Top of MATERIAL FOR THIS EXERCISE

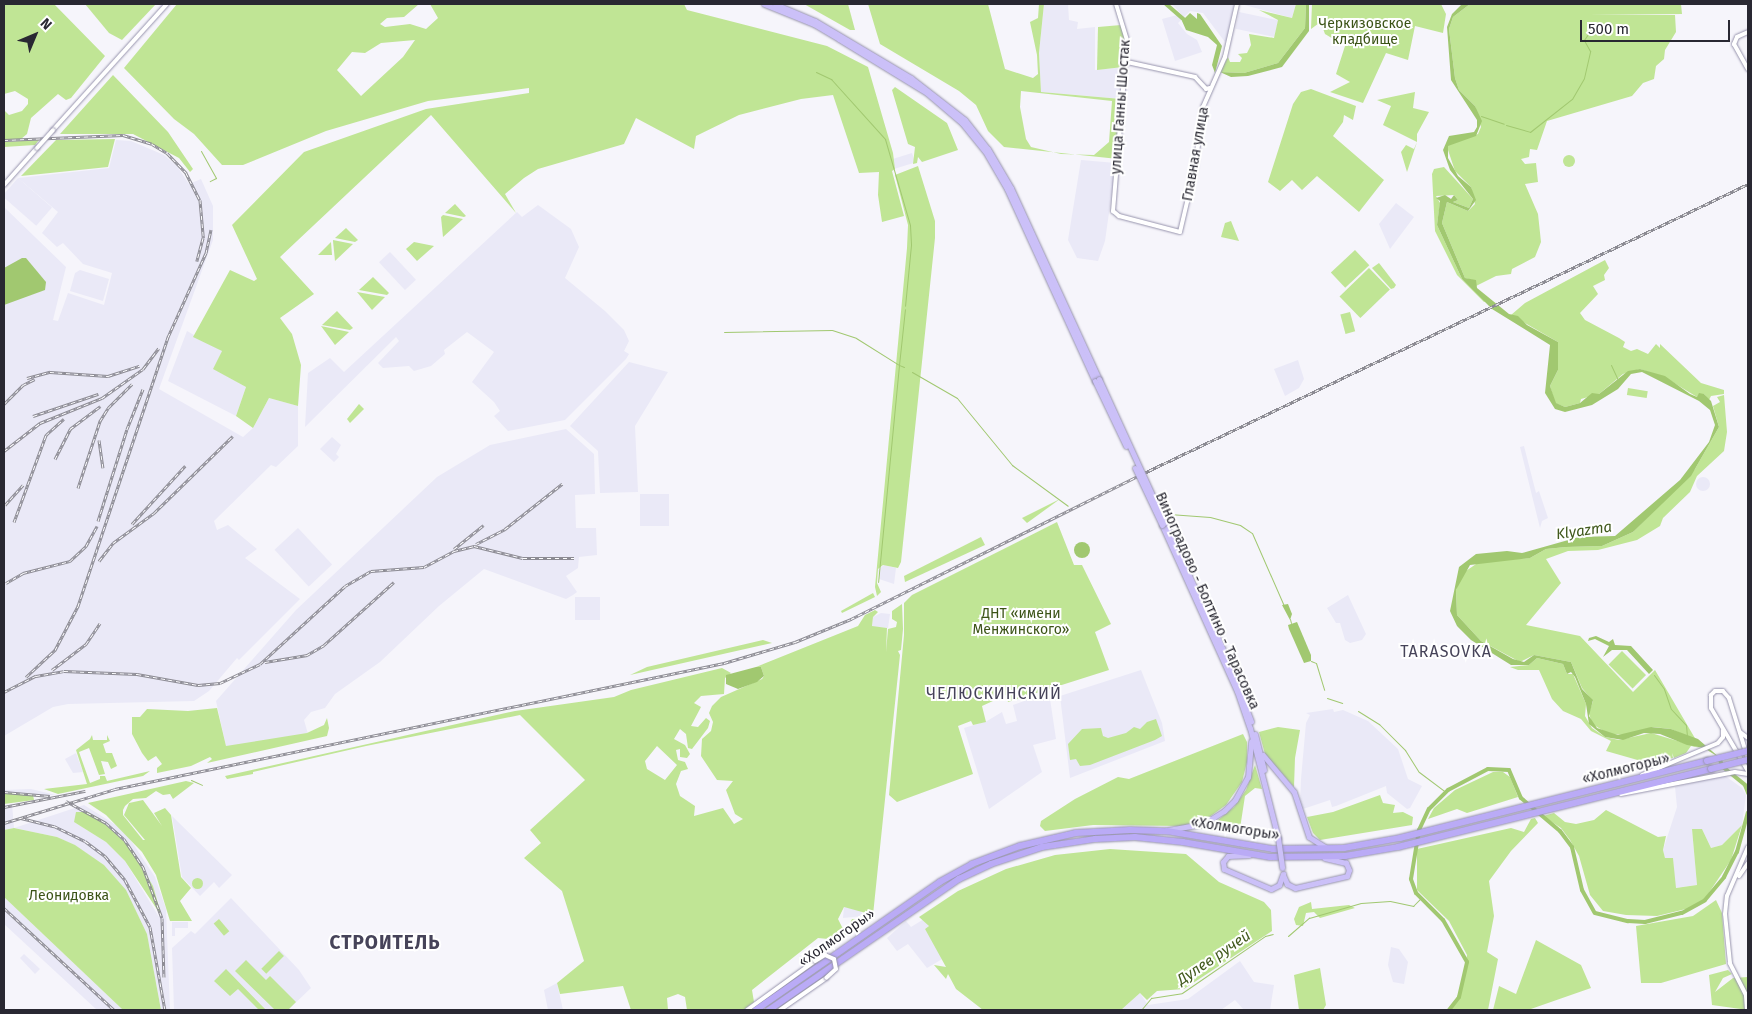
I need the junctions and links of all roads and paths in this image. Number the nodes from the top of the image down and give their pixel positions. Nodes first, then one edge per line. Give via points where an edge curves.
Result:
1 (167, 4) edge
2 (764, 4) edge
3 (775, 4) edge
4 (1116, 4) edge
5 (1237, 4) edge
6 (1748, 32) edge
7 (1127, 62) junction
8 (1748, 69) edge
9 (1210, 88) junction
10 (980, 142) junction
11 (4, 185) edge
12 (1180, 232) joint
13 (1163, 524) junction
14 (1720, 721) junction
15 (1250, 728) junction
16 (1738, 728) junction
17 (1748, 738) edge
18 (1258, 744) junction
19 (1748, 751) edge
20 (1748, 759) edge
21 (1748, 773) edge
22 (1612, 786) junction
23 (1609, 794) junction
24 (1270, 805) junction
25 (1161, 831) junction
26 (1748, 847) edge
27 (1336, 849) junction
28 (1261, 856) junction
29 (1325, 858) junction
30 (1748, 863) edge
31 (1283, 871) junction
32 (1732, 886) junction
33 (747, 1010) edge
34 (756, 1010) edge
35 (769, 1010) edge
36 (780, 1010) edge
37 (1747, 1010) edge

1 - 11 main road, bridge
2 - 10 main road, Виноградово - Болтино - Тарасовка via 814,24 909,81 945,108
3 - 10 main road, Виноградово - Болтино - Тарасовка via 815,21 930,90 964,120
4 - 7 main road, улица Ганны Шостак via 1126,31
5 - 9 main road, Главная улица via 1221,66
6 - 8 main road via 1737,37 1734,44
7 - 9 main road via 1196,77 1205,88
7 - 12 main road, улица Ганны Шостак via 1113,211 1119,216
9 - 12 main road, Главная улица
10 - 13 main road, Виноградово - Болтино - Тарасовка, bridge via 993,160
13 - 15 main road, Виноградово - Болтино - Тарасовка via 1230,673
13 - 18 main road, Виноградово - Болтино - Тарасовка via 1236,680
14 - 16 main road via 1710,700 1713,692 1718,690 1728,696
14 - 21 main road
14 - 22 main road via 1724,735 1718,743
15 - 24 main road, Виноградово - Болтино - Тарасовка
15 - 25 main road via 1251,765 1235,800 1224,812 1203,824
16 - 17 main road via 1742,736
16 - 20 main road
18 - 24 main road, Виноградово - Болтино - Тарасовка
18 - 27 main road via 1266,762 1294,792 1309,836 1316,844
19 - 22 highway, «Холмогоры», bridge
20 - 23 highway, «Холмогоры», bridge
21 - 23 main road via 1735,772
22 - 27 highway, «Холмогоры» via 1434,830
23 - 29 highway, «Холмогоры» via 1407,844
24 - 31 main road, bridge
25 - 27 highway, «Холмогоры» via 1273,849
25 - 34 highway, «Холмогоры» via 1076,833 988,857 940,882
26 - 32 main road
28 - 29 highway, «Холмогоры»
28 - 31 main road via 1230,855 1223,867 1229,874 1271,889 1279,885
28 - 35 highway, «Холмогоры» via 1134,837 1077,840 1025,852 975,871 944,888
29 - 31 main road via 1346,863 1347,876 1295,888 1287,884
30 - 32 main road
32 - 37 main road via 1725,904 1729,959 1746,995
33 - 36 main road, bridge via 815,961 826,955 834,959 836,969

Bottom of MATERIAL FOR THIS EXERCISE
Top of MATERIAL FOR THIS EXERCISE

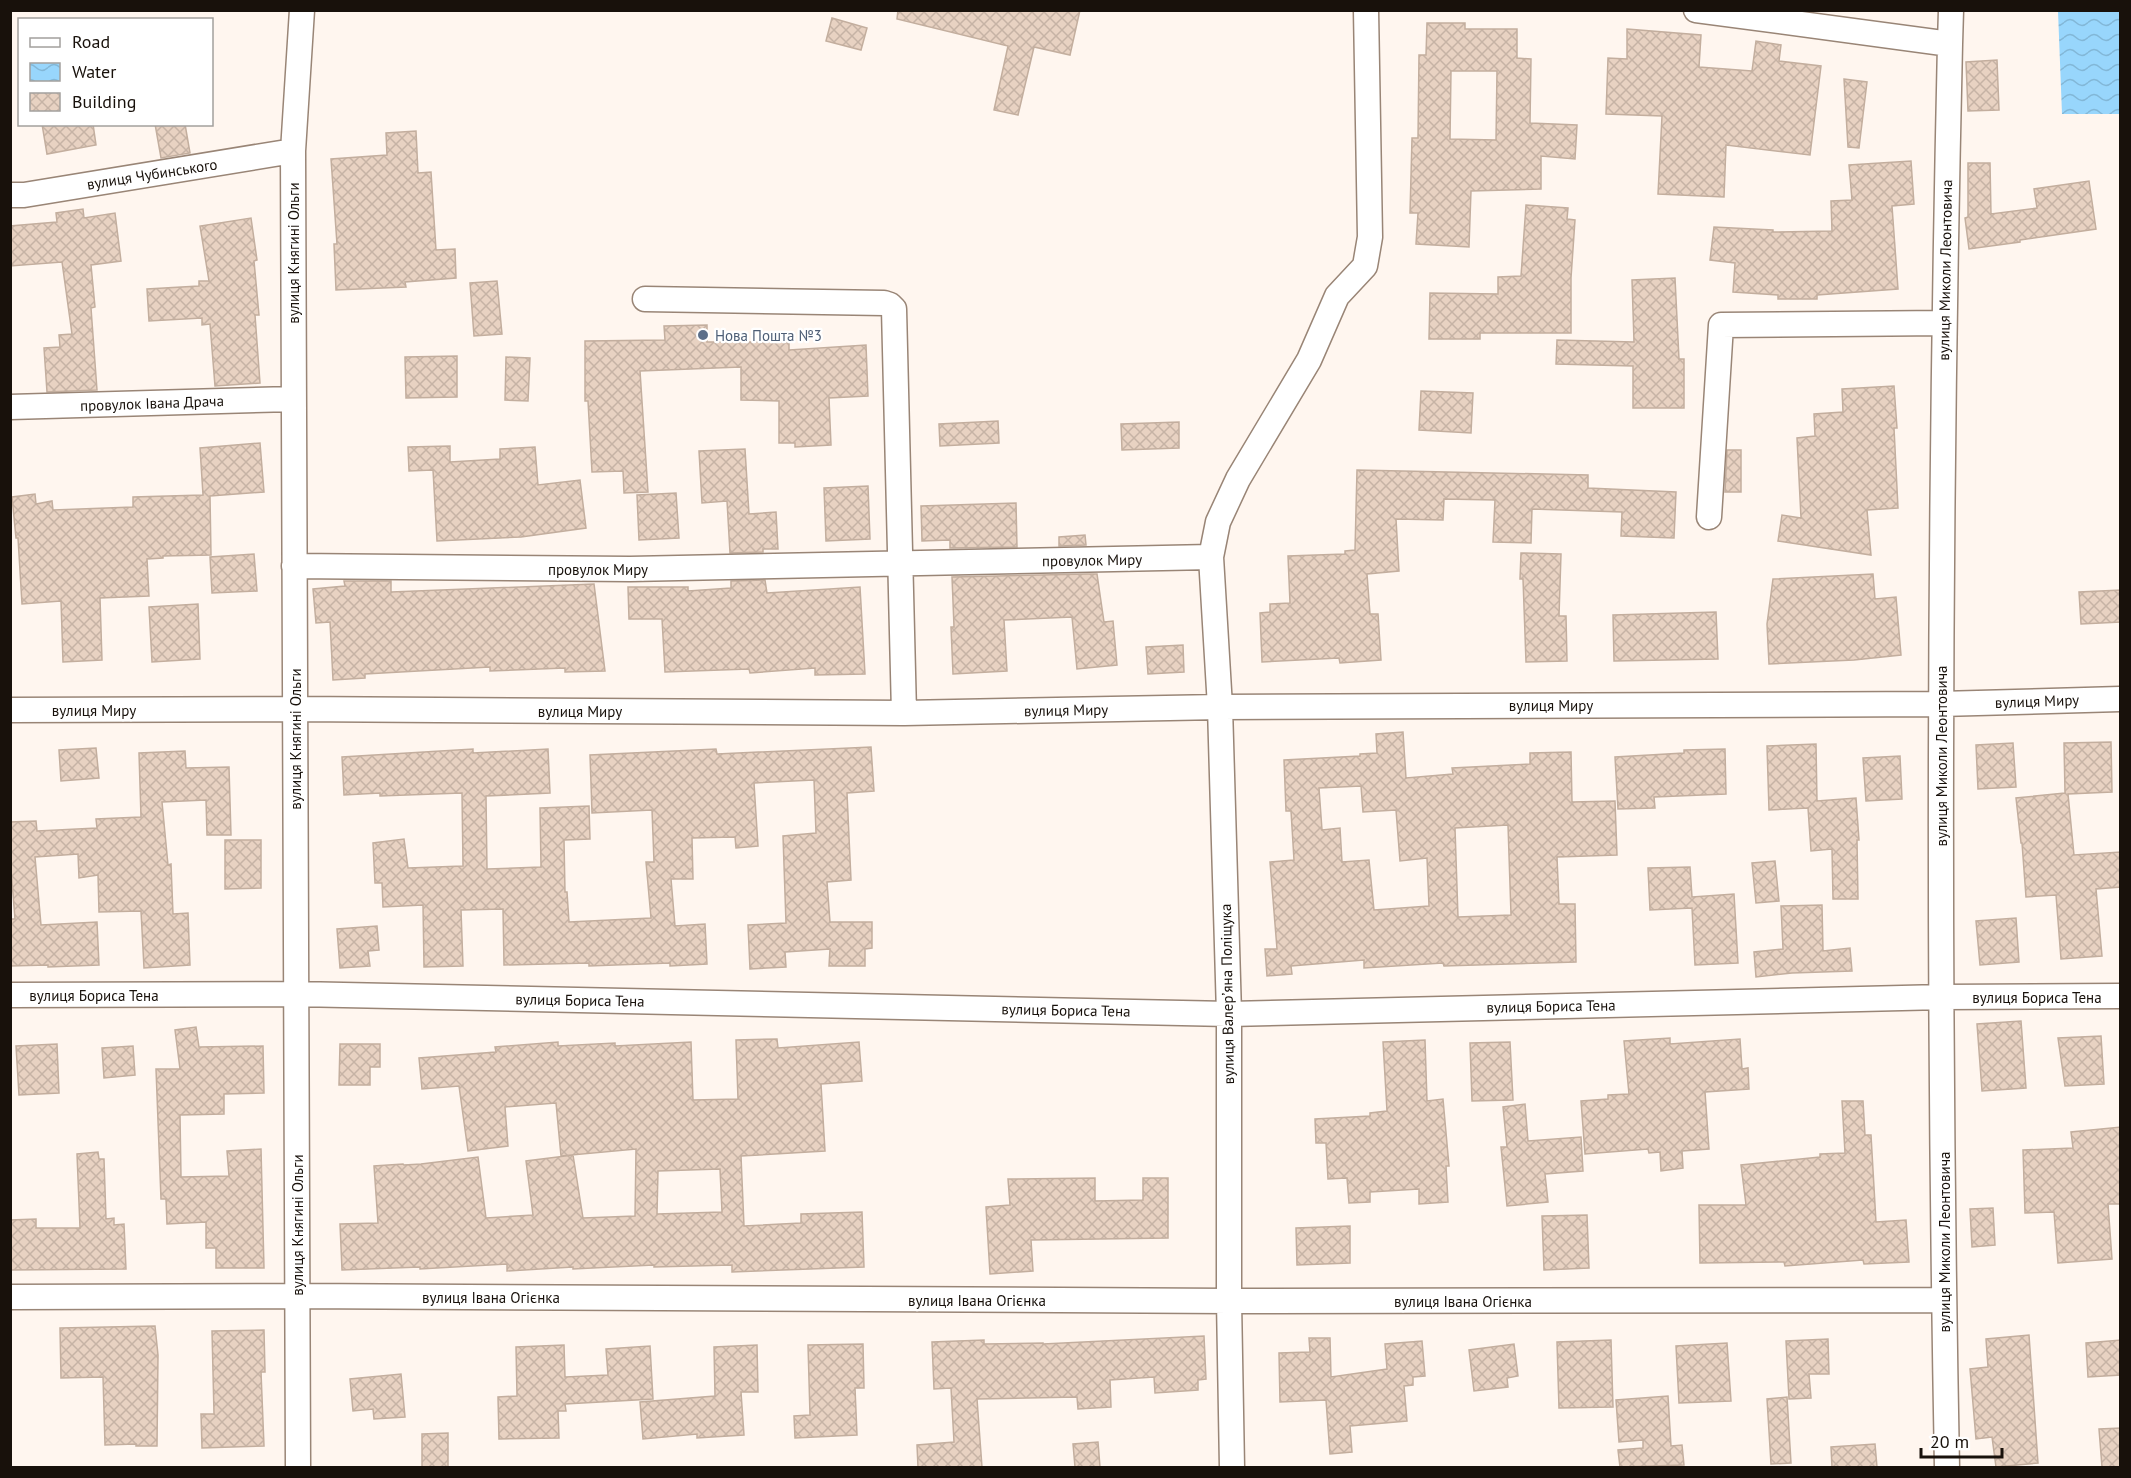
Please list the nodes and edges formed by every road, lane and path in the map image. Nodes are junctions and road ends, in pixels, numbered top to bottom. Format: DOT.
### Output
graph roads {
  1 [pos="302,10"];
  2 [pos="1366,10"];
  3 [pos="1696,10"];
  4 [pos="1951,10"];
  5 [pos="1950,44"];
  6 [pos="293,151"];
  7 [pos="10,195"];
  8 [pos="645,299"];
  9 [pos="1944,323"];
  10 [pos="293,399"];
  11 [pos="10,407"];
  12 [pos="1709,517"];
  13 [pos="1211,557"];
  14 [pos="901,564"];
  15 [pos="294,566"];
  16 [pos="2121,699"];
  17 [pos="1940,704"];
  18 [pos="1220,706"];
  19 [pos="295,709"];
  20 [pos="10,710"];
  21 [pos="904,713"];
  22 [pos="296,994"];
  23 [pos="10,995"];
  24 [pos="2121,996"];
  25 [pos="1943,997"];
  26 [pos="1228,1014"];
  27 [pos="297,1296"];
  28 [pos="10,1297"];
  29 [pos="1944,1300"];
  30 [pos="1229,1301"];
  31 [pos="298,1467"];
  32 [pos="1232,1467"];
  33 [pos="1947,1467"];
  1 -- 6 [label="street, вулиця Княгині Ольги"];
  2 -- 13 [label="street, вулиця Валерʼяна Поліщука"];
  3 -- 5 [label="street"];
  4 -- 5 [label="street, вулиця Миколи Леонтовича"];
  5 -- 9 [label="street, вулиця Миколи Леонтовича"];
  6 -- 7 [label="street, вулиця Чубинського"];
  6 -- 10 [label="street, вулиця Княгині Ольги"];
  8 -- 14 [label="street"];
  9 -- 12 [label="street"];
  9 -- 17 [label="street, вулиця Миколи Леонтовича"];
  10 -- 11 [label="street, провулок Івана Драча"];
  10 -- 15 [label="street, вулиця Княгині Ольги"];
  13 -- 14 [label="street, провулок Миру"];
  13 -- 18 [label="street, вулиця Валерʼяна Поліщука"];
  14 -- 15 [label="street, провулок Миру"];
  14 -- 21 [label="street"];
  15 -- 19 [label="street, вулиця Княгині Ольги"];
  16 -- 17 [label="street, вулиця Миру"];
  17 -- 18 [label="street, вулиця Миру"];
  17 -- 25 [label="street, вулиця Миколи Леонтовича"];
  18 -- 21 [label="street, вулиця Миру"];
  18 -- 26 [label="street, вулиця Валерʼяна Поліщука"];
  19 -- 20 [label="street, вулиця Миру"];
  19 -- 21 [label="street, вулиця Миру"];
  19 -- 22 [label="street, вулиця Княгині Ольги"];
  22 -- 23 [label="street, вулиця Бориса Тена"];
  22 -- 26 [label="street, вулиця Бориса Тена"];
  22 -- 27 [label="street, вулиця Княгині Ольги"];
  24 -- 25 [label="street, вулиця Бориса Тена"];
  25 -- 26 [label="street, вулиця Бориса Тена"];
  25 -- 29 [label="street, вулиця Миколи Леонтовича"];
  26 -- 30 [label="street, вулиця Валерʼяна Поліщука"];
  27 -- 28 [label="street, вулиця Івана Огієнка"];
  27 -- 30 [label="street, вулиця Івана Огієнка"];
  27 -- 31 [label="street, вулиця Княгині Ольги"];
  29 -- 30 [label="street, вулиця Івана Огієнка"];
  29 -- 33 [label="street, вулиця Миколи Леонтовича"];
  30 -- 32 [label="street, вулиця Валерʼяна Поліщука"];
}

Bottom of MATERIAL FOR THIS EXERCISE

TO DO:
Every line that holds the word "bridge" should be copied from the records above.

SOLUTION FOR THIS EXERCISE:
1 - 11 main road, bridge
10 - 13 main road, Виноградово - Болтино - Тарасовка, bridge via 993,160
19 - 22 highway, «Холмогоры», bridge
20 - 23 highway, «Холмогоры», bridge
24 - 31 main road, bridge
33 - 36 main road, bridge via 815,961 826,955 834,959 836,969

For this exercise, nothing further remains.